» **Problem to solve**: A faithful copy of the data below is required, leaving out every picture.

» **Supplied material**:
*** Begin section ***

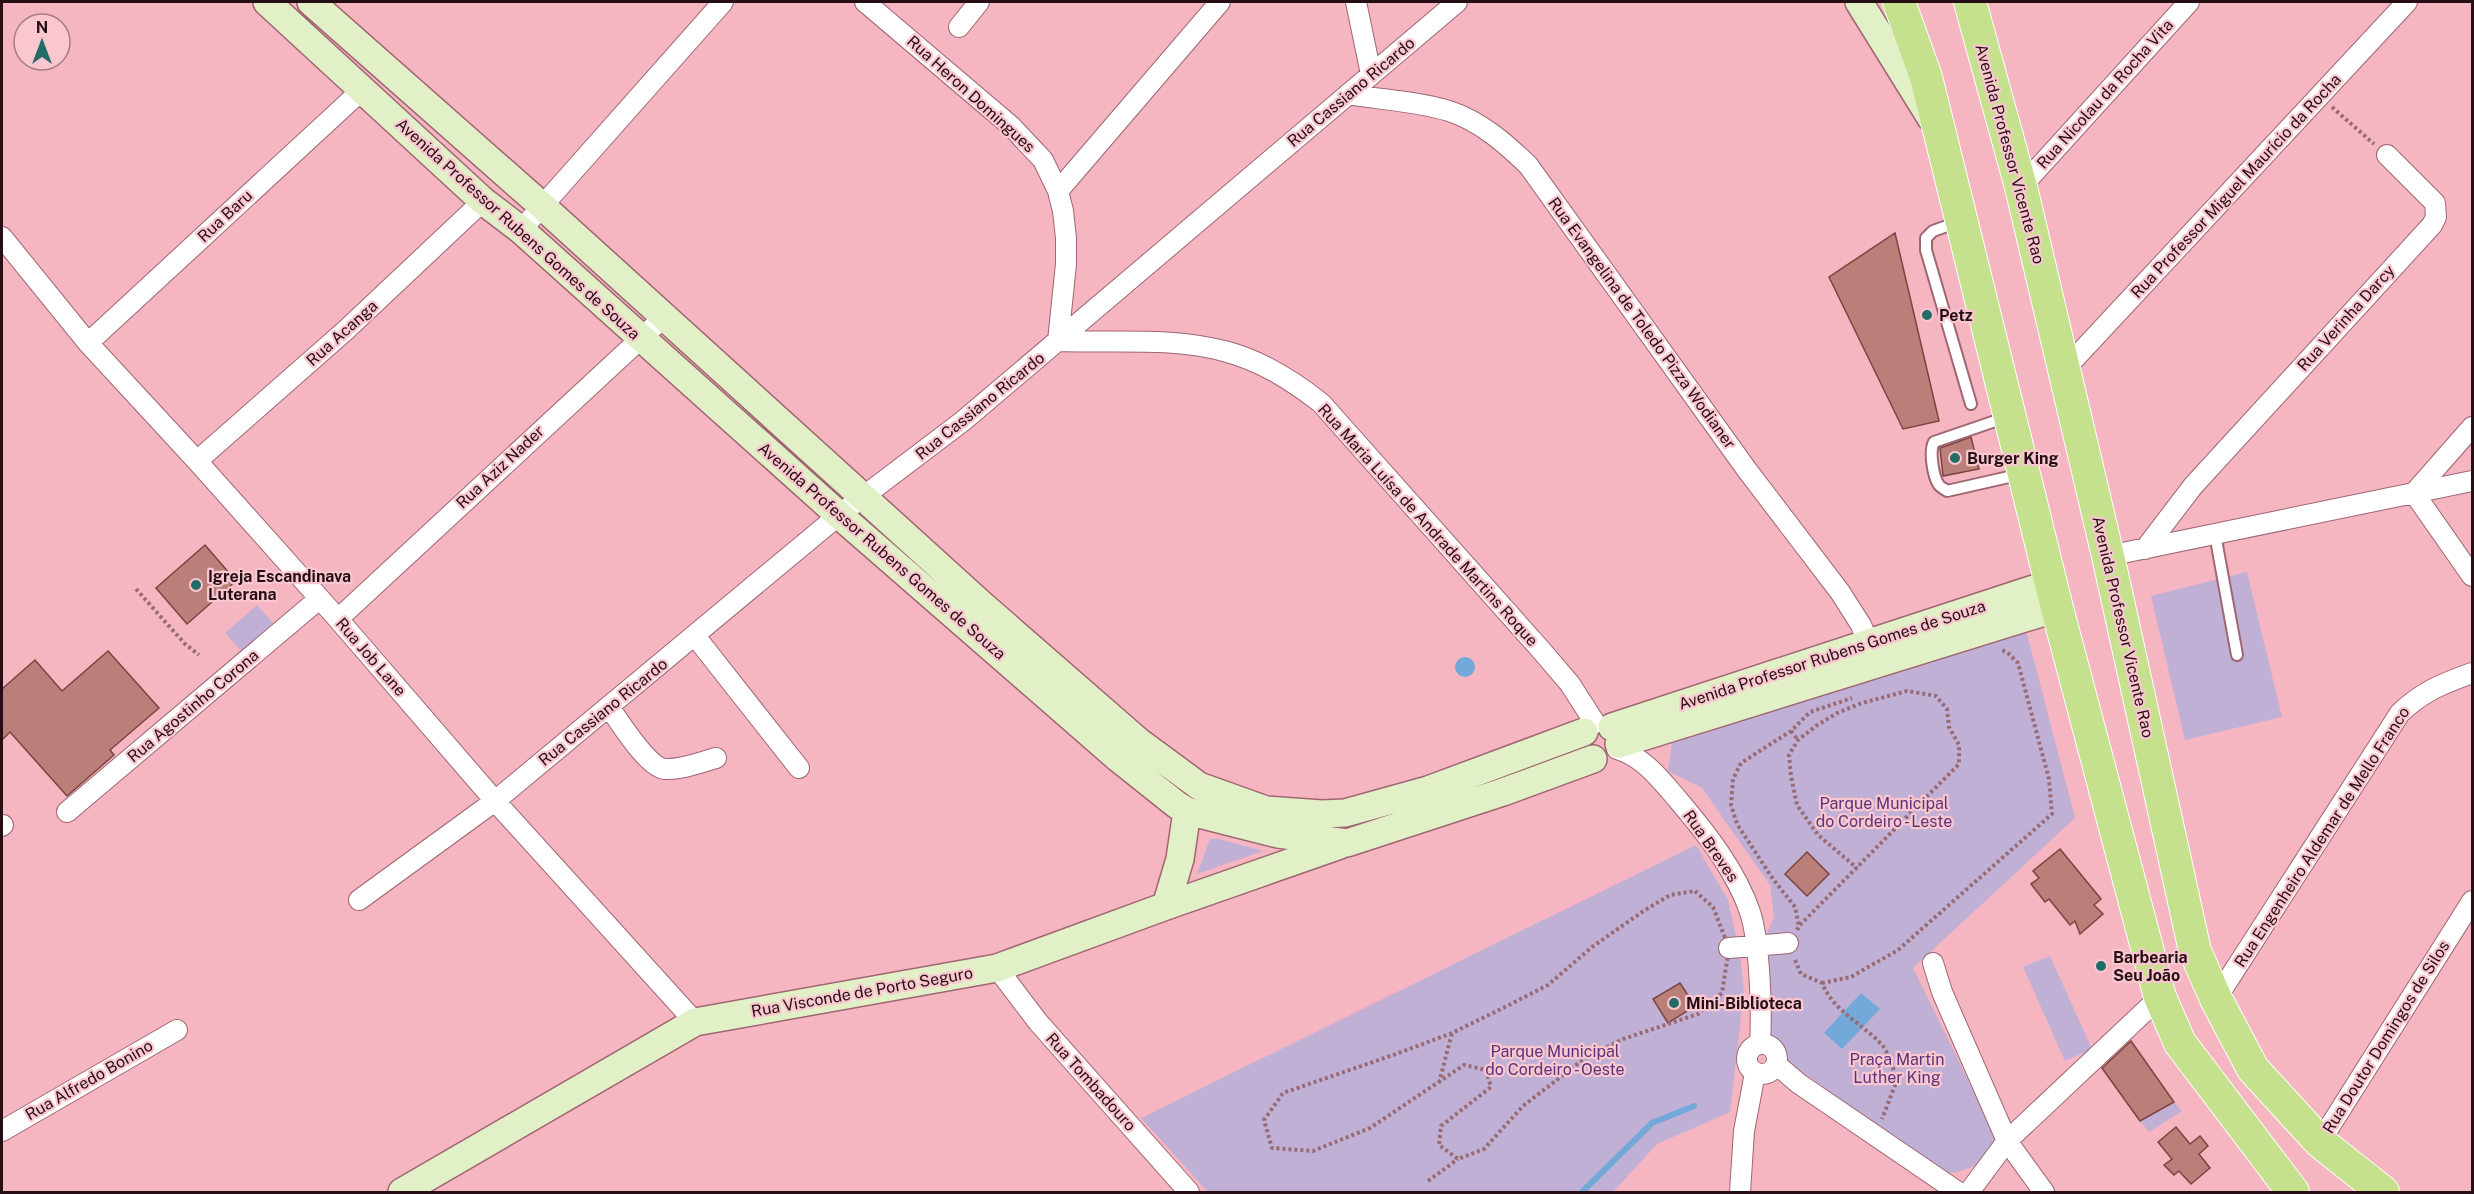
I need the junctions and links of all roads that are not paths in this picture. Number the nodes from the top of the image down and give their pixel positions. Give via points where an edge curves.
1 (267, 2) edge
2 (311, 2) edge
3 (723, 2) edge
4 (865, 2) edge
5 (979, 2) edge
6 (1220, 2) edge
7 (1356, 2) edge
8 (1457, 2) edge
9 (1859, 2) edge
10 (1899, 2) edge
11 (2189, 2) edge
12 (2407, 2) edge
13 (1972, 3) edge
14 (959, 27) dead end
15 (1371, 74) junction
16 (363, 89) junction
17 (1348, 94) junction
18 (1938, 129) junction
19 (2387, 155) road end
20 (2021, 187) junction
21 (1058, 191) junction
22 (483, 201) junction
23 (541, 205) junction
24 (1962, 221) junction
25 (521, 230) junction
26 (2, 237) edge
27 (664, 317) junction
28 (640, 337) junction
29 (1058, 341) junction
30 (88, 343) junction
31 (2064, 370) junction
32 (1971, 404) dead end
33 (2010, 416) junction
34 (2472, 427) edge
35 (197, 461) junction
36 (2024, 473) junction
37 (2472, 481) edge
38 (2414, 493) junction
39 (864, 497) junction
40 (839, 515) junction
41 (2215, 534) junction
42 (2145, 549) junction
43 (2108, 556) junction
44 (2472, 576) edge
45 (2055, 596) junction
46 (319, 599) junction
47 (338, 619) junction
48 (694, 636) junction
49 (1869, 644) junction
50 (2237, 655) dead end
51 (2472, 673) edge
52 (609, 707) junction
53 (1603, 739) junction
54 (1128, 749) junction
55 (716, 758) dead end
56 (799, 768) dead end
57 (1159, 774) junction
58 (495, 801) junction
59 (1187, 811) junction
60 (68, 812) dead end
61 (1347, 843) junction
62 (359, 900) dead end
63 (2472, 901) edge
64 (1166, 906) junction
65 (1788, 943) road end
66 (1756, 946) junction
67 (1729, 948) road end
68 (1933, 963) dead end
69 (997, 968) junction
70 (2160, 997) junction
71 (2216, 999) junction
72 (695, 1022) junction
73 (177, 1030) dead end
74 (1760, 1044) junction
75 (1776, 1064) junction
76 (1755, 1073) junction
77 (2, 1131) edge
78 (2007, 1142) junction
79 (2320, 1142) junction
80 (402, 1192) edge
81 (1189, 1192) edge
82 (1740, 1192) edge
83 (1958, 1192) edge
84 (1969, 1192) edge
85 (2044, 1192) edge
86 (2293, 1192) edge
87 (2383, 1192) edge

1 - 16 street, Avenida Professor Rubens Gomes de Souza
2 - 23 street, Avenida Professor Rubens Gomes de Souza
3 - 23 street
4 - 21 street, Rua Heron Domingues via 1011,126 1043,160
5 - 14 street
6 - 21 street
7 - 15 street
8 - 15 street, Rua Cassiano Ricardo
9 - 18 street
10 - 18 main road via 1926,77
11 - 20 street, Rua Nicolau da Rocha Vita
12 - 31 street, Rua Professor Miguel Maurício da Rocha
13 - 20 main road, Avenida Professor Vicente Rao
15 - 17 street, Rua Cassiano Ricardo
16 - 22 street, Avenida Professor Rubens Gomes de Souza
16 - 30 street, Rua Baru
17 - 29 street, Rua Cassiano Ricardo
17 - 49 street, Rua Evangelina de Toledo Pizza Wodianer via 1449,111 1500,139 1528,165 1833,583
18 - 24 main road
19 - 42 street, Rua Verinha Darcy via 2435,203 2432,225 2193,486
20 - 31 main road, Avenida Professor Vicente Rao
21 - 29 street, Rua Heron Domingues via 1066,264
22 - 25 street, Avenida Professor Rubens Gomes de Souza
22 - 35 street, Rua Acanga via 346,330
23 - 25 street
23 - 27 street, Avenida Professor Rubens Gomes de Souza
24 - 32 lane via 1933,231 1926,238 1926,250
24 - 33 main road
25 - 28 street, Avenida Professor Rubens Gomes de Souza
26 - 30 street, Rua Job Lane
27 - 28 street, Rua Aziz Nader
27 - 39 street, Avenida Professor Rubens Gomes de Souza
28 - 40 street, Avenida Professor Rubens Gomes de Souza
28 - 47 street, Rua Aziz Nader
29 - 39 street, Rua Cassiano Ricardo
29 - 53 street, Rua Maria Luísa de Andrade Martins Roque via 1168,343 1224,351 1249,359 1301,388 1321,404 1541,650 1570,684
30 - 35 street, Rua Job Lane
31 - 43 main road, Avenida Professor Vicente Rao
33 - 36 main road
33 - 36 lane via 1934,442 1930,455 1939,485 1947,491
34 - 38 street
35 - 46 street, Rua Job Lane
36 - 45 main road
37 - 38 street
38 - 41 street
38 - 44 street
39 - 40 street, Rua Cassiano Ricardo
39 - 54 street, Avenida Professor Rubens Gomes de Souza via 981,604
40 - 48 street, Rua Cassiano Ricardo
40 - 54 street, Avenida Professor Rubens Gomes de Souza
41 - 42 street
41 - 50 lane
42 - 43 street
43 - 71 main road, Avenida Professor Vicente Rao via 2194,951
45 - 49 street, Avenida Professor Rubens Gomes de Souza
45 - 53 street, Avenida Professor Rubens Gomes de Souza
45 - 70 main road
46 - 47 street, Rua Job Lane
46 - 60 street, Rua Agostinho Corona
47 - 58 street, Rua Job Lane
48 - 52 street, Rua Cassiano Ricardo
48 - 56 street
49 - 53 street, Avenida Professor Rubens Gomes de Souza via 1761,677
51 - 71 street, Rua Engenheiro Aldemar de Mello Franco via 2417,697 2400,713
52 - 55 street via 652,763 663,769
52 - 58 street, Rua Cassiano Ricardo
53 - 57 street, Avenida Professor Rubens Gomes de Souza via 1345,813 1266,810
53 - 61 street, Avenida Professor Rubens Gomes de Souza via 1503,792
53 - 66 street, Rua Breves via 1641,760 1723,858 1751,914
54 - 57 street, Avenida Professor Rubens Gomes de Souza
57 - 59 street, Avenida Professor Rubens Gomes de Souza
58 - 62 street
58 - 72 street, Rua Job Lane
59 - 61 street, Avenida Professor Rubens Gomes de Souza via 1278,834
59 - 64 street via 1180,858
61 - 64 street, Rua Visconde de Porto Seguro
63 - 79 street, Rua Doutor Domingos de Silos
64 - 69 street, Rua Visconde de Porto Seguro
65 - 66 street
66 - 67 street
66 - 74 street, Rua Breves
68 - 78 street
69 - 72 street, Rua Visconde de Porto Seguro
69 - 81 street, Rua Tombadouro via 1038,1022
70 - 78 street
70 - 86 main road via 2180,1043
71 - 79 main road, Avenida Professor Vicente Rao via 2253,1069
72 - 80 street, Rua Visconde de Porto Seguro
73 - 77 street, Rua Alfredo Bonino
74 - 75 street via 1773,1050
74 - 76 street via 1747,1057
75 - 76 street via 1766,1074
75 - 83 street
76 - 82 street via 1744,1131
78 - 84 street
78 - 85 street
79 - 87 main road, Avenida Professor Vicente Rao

*** End section ***

» **Answer to this exercise**:
I need the junctions and links of all roads that are not paths in this picture. Number the nodes from the top of the image down and give their pixel positions. Give via points where an edge curves.
1 (267, 2) edge
2 (311, 2) edge
3 (723, 2) edge
4 (865, 2) edge
5 (979, 2) edge
6 (1220, 2) edge
7 (1356, 2) edge
8 (1457, 2) edge
9 (1859, 2) edge
10 (1899, 2) edge
11 (2189, 2) edge
12 (2407, 2) edge
13 (1972, 3) edge
14 (959, 27) dead end
15 (1371, 74) junction
16 (363, 89) junction
17 (1348, 94) junction
18 (1938, 129) junction
19 (2387, 155) road end
20 (2021, 187) junction
21 (1058, 191) junction
22 (483, 201) junction
23 (541, 205) junction
24 (1962, 221) junction
25 (521, 230) junction
26 (2, 237) edge
27 (664, 317) junction
28 (640, 337) junction
29 (1058, 341) junction
30 (88, 343) junction
31 (2064, 370) junction
32 (1971, 404) dead end
33 (2010, 416) junction
34 (2472, 427) edge
35 (197, 461) junction
36 (2024, 473) junction
37 (2472, 481) edge
38 (2414, 493) junction
39 (864, 497) junction
40 (839, 515) junction
41 (2215, 534) junction
42 (2145, 549) junction
43 (2108, 556) junction
44 (2472, 576) edge
45 (2055, 596) junction
46 (319, 599) junction
47 (338, 619) junction
48 (694, 636) junction
49 (1869, 644) junction
50 (2237, 655) dead end
51 (2472, 673) edge
52 (609, 707) junction
53 (1603, 739) junction
54 (1128, 749) junction
55 (716, 758) dead end
56 (799, 768) dead end
57 (1159, 774) junction
58 (495, 801) junction
59 (1187, 811) junction
60 (68, 812) dead end
61 (1347, 843) junction
62 (359, 900) dead end
63 (2472, 901) edge
64 (1166, 906) junction
65 (1788, 943) road end
66 (1756, 946) junction
67 (1729, 948) road end
68 (1933, 963) dead end
69 (997, 968) junction
70 (2160, 997) junction
71 (2216, 999) junction
72 (695, 1022) junction
73 (177, 1030) dead end
74 (1760, 1044) junction
75 (1776, 1064) junction
76 (1755, 1073) junction
77 (2, 1131) edge
78 (2007, 1142) junction
79 (2320, 1142) junction
80 (402, 1192) edge
81 (1189, 1192) edge
82 (1740, 1192) edge
83 (1958, 1192) edge
84 (1969, 1192) edge
85 (2044, 1192) edge
86 (2293, 1192) edge
87 (2383, 1192) edge

1 - 16 street, Avenida Professor Rubens Gomes de Souza
2 - 23 street, Avenida Professor Rubens Gomes de Souza
3 - 23 street
4 - 21 street, Rua Heron Domingues via 1011,126 1043,160
5 - 14 street
6 - 21 street
7 - 15 street
8 - 15 street, Rua Cassiano Ricardo
9 - 18 street
10 - 18 main road via 1926,77
11 - 20 street, Rua Nicolau da Rocha Vita
12 - 31 street, Rua Professor Miguel Maurício da Rocha
13 - 20 main road, Avenida Professor Vicente Rao
15 - 17 street, Rua Cassiano Ricardo
16 - 22 street, Avenida Professor Rubens Gomes de Souza
16 - 30 street, Rua Baru
17 - 29 street, Rua Cassiano Ricardo
17 - 49 street, Rua Evangelina de Toledo Pizza Wodianer via 1449,111 1500,139 1528,165 1833,583
18 - 24 main road
19 - 42 street, Rua Verinha Darcy via 2435,203 2432,225 2193,486
20 - 31 main road, Avenida Professor Vicente Rao
21 - 29 street, Rua Heron Domingues via 1066,264
22 - 25 street, Avenida Professor Rubens Gomes de Souza
22 - 35 street, Rua Acanga via 346,330
23 - 25 street
23 - 27 street, Avenida Professor Rubens Gomes de Souza
24 - 32 lane via 1933,231 1926,238 1926,250
24 - 33 main road
25 - 28 street, Avenida Professor Rubens Gomes de Souza
26 - 30 street, Rua Job Lane
27 - 28 street, Rua Aziz Nader
27 - 39 street, Avenida Professor Rubens Gomes de Souza
28 - 40 street, Avenida Professor Rubens Gomes de Souza
28 - 47 street, Rua Aziz Nader
29 - 39 street, Rua Cassiano Ricardo
29 - 53 street, Rua Maria Luísa de Andrade Martins Roque via 1168,343 1224,351 1249,359 1301,388 1321,404 1541,650 1570,684
30 - 35 street, Rua Job Lane
31 - 43 main road, Avenida Professor Vicente Rao
33 - 36 main road
33 - 36 lane via 1934,442 1930,455 1939,485 1947,491
34 - 38 street
35 - 46 street, Rua Job Lane
36 - 45 main road
37 - 38 street
38 - 41 street
38 - 44 street
39 - 40 street, Rua Cassiano Ricardo
39 - 54 street, Avenida Professor Rubens Gomes de Souza via 981,604
40 - 48 street, Rua Cassiano Ricardo
40 - 54 street, Avenida Professor Rubens Gomes de Souza
41 - 42 street
41 - 50 lane
42 - 43 street
43 - 71 main road, Avenida Professor Vicente Rao via 2194,951
45 - 49 street, Avenida Professor Rubens Gomes de Souza
45 - 53 street, Avenida Professor Rubens Gomes de Souza
45 - 70 main road
46 - 47 street, Rua Job Lane
46 - 60 street, Rua Agostinho Corona
47 - 58 street, Rua Job Lane
48 - 52 street, Rua Cassiano Ricardo
48 - 56 street
49 - 53 street, Avenida Professor Rubens Gomes de Souza via 1761,677
51 - 71 street, Rua Engenheiro Aldemar de Mello Franco via 2417,697 2400,713
52 - 55 street via 652,763 663,769
52 - 58 street, Rua Cassiano Ricardo
53 - 57 street, Avenida Professor Rubens Gomes de Souza via 1345,813 1266,810
53 - 61 street, Avenida Professor Rubens Gomes de Souza via 1503,792
53 - 66 street, Rua Breves via 1641,760 1723,858 1751,914
54 - 57 street, Avenida Professor Rubens Gomes de Souza
57 - 59 street, Avenida Professor Rubens Gomes de Souza
58 - 62 street
58 - 72 street, Rua Job Lane
59 - 61 street, Avenida Professor Rubens Gomes de Souza via 1278,834
59 - 64 street via 1180,858
61 - 64 street, Rua Visconde de Porto Seguro
63 - 79 street, Rua Doutor Domingos de Silos
64 - 69 street, Rua Visconde de Porto Seguro
65 - 66 street
66 - 67 street
66 - 74 street, Rua Breves
68 - 78 street
69 - 72 street, Rua Visconde de Porto Seguro
69 - 81 street, Rua Tombadouro via 1038,1022
70 - 78 street
70 - 86 main road via 2180,1043
71 - 79 main road, Avenida Professor Vicente Rao via 2253,1069
72 - 80 street, Rua Visconde de Porto Seguro
73 - 77 street, Rua Alfredo Bonino
74 - 75 street via 1773,1050
74 - 76 street via 1747,1057
75 - 76 street via 1766,1074
75 - 83 street
76 - 82 street via 1744,1131
78 - 84 street
78 - 85 street
79 - 87 main road, Avenida Professor Vicente Rao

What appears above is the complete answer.